Start of Block

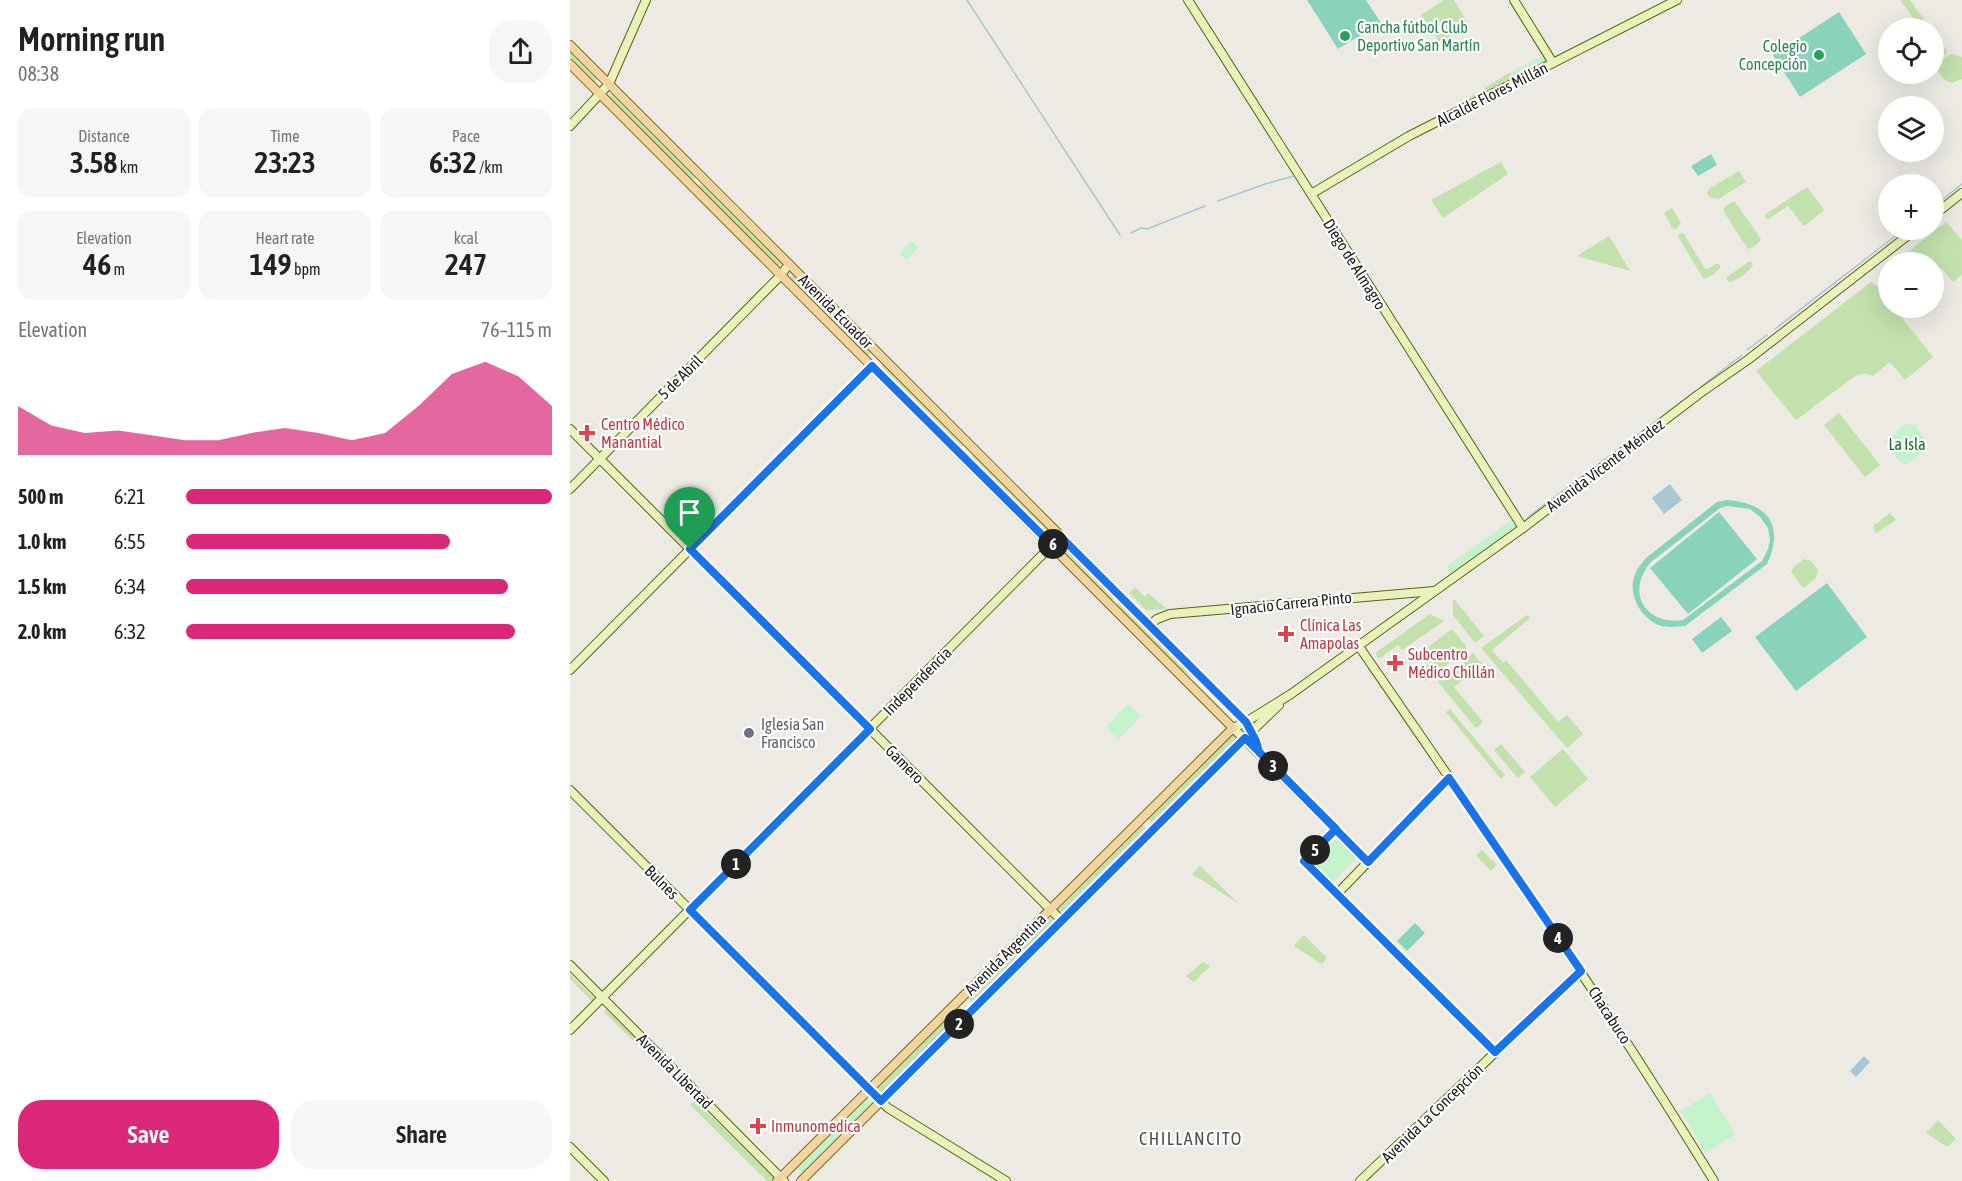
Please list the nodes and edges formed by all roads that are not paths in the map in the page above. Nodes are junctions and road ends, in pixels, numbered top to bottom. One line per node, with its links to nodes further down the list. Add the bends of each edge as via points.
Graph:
1 (646, 0): 8 (street)
2 (1188, 0): 14 (street, Diego de Almagro)
3 (1514, 0): 6 (street)
4 (1677, 0): 6 (street, Alcalde Flores Millán)
5 (570, 45): 8 (main road, Avenida Ecuador)
6 (1553, 63): 14 (street, Alcalde Flores Millán, via 1399,141)
7 (570, 64): 9 (main road, Avenida Ecuador)
8 (609, 84): 9 (street); 12 (main road, Avenida Ecuador)
9 (601, 94): 10 (street); 11 (main road, Avenida Ecuador)
10 (570, 126)
11 (691, 185): 12 (main road); 18 (main road, Avenida Ecuador)
12 (710, 185): 17 (main road, Avenida Ecuador)
13 (1962, 193): 15 (street)
14 (1311, 194): 24 (street, Diego de Almagro)
15 (1944, 207)
16 (1902, 240): 24 (street, Avenida Vicente Méndez)
17 (789, 264): 18 (street, 5 de Abril); 19 (main road, Avenida Ecuador)
18 (781, 275): 20 (main road, Avenida Ecuador); 22 (street, 5 de Abril)
19 (874, 349): 20 (main road, via 867,352); 25 (main road, Avenida Ecuador)
20 (868, 363): 26 (main road, Avenida Ecuador); 27 (street)
21 (570, 429): 22 (street, Gamero)
22 (600, 459): 23 (street, 5 de Abril); 27 (street, Gamero)
23 (570, 489)
24 (1523, 528): 28 (street, Avenida Vicente Méndez)
25 (1060, 536): 26 (street, Independencia); 29 (main road, Avenida Ecuador)
26 (1052, 545): 34 (main road, Avenida Ecuador); 35 (street, Independencia)
27 (690, 549): 31 (street); 35 (street, Gamero)
28 (1435, 591): 29 (street, Ignacio Carrera Pinto, via 1170,614); 30 (street, Avenida Vicente Méndez)
29 (1150, 625): 33 (main road, Avenida Ecuador)
30 (1358, 645): 32 (street, Avenida Vicente Méndez); 39 (street, Chacabuco)
31 (570, 670)
32 (1291, 694): 33 (street, Avenida Vicente Méndez); 36 (street, Avenida Vicente Méndez)
33 (1246, 722): 34 (street, Avenida Vicente Méndez); 36 (main road, Avenida Ecuador)
34 (1233, 728): 37 (street, Avenida Ecuador); 44 (main road, Avenida Argentina)
35 (870, 729): 44 (street, Gamero); 45 (street, Independencia)
36 (1252, 731): 37 (main road, Avenida Vicente Méndez); 38 (street)
37 (1245, 738): 38 (street, Avenida Ecuador); 46 (main road, Avenida Argentina)
38 (1259, 752): 41 (street, Avenida Ecuador)
39 (1449, 778): 42 (street); 48 (street, Chacabuco)
40 (570, 790): 45 (street, Bulnes)
41 (1336, 829): 42 (street, Avenida Ecuador); 43 (street, via 1304,861)
42 (1368, 862): 43 (street)
43 (1337, 894): 51 (street)
44 (1050, 909): 46 (street, Gamero); 52 (main road, Avenida Argentina)
45 (690, 910): 49 (street, Independencia); 52 (street, Bulnes)
46 (1062, 921): 53 (main road, Avenida Argentina)
47 (570, 966): 49 (street, Avenida Libertad)
48 (1581, 971): 51 (street, Avenida La Concepción); 60 (street, Chacabuco)
49 (603, 998): 50 (street, Independencia); 55 (street, Avenida Libertad)
50 (570, 1030)
51 (1495, 1052): 59 (street, Avenida La Concepción)
52 (870, 1089): 53 (street, Bulnes); 55 (main road, Avenida Argentina)
53 (881, 1101): 57 (main road, Avenida Argentina); 58 (street, Bulnes)
54 (570, 1147): 56 (street)
55 (781, 1180)
56 (604, 1181)
57 (801, 1181)
58 (1006, 1181)
59 (1360, 1181)
60 (1714, 1181)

End of Block

> EXERCISE DETAILS
Lines in the data that hold "Flores" must be located and copied.

> ANSWER BOX
4 (1677, 0): 6 (street, Alcalde Flores Millán)
6 (1553, 63): 14 (street, Alcalde Flores Millán, via 1399,141)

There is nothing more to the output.